-- Material provided --
--------------------------------

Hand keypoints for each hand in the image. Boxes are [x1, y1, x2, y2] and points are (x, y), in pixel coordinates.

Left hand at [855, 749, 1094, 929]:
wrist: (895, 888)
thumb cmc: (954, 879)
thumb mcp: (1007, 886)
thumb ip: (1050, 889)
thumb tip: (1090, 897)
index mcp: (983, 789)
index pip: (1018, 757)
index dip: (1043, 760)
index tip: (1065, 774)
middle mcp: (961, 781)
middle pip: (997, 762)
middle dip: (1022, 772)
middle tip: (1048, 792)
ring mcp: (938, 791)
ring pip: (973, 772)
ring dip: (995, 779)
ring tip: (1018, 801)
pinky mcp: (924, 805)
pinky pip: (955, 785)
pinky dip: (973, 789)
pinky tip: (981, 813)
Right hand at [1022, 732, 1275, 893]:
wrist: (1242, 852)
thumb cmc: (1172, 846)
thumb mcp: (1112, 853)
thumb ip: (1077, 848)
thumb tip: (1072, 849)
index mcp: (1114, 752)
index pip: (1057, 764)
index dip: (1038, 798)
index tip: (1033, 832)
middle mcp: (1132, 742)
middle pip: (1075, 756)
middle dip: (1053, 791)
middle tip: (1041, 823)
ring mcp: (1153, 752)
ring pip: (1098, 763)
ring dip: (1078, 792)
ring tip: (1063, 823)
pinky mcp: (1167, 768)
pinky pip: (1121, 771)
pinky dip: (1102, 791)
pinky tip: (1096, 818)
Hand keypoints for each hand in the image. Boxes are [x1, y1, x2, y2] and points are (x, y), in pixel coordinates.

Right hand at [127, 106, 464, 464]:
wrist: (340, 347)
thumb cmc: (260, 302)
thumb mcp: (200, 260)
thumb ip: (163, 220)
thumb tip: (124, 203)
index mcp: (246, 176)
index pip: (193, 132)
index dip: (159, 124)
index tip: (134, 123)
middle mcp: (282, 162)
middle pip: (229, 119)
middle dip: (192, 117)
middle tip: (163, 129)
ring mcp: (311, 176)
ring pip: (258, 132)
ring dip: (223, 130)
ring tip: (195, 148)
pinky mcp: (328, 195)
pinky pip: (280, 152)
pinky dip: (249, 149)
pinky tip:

--------------------------------

-- Problem requirements --
Identify every line above with the string "thumb" in it. Copy those lines.

-- Output of the task --
thumb cmc: (954, 879)
thumb mcp: (1007, 886)
thumb ip: (1050, 889)
thumb tip: (1090, 897)
thumb cmc: (1172, 846)
thumb mcp: (1112, 853)
thumb ip: (1077, 848)
thumb tip: (1072, 849)
thumb cmc: (260, 302)
thumb mcp: (200, 260)
thumb ip: (163, 220)
thumb tip: (124, 203)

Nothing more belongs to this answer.